[Dataset items]
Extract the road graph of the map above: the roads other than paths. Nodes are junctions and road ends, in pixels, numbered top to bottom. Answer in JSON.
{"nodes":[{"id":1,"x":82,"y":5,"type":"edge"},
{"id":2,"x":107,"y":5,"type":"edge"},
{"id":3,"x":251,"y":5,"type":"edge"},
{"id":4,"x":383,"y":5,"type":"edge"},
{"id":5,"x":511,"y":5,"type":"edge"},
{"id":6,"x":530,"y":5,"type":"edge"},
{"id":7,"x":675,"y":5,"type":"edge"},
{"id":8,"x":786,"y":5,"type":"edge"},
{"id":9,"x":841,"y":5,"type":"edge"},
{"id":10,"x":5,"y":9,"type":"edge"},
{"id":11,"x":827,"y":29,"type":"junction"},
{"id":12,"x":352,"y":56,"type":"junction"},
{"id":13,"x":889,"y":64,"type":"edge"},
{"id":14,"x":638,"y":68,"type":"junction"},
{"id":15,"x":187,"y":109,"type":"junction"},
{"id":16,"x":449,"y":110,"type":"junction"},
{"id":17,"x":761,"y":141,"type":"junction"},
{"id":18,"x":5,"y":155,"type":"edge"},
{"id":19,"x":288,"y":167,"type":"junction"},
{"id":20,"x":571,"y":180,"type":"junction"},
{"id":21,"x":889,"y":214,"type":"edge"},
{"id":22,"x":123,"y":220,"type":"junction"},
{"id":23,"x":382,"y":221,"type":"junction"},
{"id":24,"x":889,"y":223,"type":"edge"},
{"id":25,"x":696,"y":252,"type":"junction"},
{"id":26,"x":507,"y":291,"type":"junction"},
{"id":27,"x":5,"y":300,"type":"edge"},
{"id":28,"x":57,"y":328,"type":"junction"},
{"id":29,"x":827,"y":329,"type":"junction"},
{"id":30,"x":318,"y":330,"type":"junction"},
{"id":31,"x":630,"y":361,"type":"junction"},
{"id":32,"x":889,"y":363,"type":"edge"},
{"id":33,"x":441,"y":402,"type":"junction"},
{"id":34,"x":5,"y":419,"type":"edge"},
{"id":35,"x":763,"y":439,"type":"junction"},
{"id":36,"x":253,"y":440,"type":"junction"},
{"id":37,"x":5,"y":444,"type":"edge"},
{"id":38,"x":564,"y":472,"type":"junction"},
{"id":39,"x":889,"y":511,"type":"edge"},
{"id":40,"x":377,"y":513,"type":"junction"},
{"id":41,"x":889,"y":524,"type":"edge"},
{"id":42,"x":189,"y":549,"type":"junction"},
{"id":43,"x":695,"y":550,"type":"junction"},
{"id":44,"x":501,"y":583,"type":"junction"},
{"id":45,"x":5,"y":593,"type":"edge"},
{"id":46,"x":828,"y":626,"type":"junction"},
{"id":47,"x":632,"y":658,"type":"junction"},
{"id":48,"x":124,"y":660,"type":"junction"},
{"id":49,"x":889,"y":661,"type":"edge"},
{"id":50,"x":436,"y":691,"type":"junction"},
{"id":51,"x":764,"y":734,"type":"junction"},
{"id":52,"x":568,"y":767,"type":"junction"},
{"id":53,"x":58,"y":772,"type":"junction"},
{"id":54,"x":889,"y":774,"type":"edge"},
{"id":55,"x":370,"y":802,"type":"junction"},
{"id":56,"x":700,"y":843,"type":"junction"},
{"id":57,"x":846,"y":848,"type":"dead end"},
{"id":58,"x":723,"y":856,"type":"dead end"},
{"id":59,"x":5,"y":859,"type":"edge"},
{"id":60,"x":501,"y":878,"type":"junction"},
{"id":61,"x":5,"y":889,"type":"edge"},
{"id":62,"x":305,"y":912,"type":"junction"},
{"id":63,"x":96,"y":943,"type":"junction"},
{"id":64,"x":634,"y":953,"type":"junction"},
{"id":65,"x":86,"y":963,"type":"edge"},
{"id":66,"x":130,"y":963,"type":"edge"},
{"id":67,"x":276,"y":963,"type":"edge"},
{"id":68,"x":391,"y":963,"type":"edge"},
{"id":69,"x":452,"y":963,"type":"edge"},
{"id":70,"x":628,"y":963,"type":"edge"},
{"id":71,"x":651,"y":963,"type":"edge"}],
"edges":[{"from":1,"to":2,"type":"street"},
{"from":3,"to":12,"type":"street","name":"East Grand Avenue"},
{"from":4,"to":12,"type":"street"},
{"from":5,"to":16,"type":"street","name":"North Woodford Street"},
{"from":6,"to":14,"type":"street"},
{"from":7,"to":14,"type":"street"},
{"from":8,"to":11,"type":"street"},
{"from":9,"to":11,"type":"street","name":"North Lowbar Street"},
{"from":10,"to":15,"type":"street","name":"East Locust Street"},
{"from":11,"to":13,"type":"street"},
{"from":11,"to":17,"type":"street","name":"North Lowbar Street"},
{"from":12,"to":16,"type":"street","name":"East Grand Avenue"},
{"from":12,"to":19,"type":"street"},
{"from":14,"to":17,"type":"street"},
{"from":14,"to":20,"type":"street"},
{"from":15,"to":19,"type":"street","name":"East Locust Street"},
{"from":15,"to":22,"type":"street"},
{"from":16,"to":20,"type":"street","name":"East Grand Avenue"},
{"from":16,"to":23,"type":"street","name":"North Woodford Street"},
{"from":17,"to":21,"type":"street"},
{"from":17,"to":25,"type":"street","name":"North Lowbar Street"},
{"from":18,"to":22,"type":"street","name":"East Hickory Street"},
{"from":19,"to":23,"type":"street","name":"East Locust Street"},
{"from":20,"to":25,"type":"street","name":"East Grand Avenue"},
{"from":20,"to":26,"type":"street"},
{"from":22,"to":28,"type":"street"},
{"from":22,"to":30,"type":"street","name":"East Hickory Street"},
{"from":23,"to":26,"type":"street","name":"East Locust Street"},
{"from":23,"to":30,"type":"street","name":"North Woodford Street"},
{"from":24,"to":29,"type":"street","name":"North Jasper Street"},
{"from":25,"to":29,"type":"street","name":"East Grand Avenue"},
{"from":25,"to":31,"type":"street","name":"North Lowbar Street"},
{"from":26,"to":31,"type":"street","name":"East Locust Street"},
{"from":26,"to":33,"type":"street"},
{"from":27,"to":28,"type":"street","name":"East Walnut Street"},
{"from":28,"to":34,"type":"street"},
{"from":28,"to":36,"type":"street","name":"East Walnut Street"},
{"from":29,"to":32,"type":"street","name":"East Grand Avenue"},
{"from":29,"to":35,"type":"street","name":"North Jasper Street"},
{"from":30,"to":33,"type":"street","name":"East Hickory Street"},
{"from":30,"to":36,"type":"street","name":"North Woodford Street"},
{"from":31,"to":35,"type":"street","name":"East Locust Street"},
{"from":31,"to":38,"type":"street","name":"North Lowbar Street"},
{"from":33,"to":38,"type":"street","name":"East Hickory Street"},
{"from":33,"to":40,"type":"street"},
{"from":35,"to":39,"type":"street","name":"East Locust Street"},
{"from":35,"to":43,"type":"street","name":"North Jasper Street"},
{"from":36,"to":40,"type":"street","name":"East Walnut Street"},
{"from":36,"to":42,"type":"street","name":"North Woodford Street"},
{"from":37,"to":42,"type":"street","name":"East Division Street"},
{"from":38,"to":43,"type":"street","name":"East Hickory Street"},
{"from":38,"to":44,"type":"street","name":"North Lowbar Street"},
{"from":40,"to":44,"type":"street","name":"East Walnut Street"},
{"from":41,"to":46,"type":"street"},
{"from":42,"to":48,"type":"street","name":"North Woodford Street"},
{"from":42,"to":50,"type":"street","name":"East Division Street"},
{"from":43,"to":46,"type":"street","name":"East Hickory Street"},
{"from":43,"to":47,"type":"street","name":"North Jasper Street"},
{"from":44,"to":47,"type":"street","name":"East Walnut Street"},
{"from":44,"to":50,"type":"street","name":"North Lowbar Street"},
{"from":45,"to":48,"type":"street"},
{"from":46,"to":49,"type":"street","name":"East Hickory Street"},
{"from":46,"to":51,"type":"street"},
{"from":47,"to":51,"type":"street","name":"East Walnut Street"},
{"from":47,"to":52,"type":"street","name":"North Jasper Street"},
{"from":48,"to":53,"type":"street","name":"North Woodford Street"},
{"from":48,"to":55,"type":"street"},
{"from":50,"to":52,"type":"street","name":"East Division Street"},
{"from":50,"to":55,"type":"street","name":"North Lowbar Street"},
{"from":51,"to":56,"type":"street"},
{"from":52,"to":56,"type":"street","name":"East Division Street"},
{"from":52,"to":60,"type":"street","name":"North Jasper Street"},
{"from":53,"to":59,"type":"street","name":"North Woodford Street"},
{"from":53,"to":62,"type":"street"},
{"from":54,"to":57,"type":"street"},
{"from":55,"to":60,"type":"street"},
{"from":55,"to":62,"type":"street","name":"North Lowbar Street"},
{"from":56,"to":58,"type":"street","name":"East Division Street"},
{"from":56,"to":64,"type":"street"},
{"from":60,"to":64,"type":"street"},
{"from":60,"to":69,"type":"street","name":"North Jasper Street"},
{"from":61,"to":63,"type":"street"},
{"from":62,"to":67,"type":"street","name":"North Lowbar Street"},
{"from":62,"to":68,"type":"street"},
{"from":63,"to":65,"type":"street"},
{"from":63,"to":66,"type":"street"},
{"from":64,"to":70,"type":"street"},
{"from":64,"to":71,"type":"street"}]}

Problem details.
Where in the entries does the word "Avenue" occur? Copy out each line that has it.

Reply to the exercise.
{"from":3,"to":12,"type":"street","name":"East Grand Avenue"},
{"from":12,"to":16,"type":"street","name":"East Grand Avenue"},
{"from":16,"to":20,"type":"street","name":"East Grand Avenue"},
{"from":20,"to":25,"type":"street","name":"East Grand Avenue"},
{"from":25,"to":29,"type":"street","name":"East Grand Avenue"},
{"from":29,"to":32,"type":"street","name":"East Grand Avenue"},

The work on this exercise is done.